=== Begin Enclosure ===

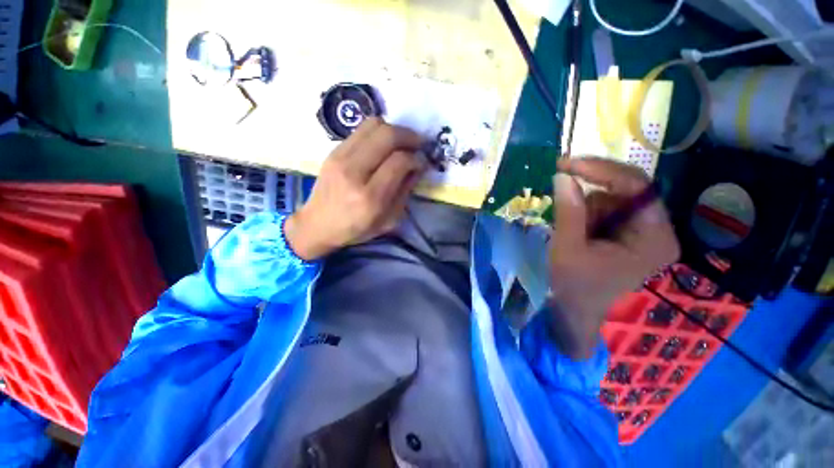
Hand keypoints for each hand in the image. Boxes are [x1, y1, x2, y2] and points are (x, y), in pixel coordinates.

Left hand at [284, 118, 426, 259]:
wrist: (317, 224)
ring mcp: (340, 157)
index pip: (399, 162)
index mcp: (370, 197)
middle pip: (387, 136)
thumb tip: (418, 166)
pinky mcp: (333, 150)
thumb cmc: (356, 229)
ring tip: (403, 142)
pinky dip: (379, 132)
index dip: (416, 158)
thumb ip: (405, 191)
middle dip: (410, 136)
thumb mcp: (388, 220)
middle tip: (419, 144)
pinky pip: (362, 129)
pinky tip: (385, 144)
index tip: (422, 162)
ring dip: (395, 130)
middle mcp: (354, 172)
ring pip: (374, 125)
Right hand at [548, 158, 679, 359]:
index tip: (566, 164)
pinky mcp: (628, 232)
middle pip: (624, 192)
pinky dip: (585, 215)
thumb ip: (569, 211)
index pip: (636, 187)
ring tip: (572, 235)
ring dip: (584, 210)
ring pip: (611, 198)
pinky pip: (605, 208)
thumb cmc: (574, 285)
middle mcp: (657, 229)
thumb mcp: (568, 247)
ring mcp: (642, 230)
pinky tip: (578, 234)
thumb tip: (563, 175)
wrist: (575, 309)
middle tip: (561, 204)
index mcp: (654, 237)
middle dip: (589, 199)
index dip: (601, 171)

=== End Enclosure ===

▶ Your objective: Please state the number of lines in the data above that hold the word "middle", without any other text.

▶ Written solution: 8